== ASSIGNMENT ==
Scan the material and copy every line in which "South" appears.
- - - -
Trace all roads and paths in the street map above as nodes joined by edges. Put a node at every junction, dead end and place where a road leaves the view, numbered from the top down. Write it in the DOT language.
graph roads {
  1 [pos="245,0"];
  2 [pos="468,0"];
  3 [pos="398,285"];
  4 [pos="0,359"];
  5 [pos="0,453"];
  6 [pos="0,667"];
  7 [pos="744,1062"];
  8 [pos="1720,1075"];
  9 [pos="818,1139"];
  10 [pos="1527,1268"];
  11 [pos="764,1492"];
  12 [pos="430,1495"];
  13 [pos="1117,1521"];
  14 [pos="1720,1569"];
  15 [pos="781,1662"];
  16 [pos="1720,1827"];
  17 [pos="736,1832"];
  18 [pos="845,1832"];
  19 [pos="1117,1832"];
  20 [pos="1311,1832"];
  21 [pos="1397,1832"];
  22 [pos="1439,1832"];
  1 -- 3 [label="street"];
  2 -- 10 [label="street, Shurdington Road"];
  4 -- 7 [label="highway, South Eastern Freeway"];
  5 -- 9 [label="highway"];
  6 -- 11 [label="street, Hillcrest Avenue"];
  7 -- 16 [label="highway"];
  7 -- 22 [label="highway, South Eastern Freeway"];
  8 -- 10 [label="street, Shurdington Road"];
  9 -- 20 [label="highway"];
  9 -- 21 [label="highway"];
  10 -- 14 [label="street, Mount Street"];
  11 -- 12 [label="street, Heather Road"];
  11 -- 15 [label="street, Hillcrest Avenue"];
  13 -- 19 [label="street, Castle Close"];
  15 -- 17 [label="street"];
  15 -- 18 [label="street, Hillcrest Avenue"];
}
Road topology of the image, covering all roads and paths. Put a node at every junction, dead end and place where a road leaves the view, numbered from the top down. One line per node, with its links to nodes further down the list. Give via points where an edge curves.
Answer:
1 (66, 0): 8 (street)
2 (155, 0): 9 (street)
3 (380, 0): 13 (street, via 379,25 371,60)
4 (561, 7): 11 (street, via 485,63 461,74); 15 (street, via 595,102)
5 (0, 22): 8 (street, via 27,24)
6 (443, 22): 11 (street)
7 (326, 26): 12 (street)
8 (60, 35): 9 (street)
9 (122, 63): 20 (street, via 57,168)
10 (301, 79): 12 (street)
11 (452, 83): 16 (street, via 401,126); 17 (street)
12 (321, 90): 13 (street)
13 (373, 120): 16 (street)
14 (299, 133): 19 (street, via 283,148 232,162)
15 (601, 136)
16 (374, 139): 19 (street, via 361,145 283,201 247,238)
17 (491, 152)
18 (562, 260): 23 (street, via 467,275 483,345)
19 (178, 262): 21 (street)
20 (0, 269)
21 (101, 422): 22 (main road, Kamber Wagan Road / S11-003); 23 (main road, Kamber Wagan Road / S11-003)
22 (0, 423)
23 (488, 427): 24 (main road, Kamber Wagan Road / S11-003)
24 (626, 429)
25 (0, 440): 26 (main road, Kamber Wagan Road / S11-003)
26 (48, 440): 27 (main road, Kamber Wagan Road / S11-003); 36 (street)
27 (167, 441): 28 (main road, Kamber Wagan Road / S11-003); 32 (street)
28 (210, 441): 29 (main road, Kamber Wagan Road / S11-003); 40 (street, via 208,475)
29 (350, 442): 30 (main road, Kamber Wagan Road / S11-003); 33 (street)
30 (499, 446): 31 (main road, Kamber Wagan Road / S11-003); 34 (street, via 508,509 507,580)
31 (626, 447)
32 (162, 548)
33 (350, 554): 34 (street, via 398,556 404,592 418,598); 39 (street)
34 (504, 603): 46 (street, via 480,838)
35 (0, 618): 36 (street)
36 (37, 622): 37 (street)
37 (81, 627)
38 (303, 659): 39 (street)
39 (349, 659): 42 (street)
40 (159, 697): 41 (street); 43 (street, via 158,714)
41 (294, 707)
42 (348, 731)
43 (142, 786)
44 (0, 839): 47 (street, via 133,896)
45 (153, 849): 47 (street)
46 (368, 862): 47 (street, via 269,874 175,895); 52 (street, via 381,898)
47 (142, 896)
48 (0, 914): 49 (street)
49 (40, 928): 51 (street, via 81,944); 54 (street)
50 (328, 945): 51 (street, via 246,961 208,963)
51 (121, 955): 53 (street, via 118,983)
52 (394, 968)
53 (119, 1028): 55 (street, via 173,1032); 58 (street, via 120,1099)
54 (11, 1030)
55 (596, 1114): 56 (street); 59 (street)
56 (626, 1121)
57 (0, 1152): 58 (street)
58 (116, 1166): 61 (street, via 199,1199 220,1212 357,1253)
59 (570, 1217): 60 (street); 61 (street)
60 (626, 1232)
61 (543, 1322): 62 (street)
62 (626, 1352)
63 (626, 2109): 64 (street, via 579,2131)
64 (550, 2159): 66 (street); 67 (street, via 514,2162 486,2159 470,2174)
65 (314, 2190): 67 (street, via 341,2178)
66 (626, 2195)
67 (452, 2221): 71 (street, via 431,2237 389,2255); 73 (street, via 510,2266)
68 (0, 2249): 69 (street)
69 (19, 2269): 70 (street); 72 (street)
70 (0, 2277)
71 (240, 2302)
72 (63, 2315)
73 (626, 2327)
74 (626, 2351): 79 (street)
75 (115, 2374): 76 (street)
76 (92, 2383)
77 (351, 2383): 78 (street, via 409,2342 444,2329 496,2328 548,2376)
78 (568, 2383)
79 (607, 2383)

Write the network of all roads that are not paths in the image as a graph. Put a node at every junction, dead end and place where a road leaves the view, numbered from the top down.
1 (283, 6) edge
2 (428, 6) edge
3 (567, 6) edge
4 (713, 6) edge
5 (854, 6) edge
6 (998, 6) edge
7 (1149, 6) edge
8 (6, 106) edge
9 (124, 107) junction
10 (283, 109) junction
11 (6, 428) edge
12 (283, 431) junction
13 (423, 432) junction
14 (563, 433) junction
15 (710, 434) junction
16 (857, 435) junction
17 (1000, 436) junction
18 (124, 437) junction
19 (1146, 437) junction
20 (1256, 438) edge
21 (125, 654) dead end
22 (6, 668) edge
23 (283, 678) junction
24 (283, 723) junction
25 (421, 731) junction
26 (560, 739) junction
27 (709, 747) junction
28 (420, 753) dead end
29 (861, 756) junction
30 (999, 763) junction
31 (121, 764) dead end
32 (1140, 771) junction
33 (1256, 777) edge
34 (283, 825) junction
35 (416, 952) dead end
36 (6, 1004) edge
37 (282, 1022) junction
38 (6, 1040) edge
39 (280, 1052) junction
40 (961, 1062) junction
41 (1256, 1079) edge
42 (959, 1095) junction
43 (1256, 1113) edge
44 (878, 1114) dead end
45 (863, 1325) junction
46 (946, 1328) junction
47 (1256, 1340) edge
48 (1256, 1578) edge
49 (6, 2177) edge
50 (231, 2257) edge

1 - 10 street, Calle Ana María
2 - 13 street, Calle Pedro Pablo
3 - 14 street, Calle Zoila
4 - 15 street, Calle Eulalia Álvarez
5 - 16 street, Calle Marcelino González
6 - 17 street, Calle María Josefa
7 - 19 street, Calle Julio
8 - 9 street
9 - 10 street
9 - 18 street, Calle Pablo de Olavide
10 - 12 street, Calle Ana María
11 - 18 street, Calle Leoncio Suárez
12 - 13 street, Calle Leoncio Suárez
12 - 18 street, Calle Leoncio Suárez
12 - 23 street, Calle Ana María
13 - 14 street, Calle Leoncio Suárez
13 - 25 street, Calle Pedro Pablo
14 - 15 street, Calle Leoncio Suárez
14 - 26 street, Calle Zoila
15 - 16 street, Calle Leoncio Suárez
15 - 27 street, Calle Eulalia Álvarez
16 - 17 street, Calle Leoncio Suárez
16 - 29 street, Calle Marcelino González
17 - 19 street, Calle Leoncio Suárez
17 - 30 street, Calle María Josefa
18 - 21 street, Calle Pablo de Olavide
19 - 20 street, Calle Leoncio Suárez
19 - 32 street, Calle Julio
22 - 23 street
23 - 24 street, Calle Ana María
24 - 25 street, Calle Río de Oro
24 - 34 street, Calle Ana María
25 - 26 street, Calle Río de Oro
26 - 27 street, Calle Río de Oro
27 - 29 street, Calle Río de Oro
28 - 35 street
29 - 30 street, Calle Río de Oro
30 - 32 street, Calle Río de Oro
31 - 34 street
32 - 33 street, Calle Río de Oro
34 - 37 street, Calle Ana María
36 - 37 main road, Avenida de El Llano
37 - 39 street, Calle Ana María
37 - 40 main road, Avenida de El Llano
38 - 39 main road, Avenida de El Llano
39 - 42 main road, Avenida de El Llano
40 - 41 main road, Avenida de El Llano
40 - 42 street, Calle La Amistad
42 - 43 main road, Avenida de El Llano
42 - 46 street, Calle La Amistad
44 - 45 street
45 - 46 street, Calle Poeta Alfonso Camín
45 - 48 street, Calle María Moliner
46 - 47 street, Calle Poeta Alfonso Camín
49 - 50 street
- - - -
== ANSWER AREA ==
  4 -- 7 [label="highway, South Eastern Freeway"];
  7 -- 22 [label="highway, South Eastern Freeway"];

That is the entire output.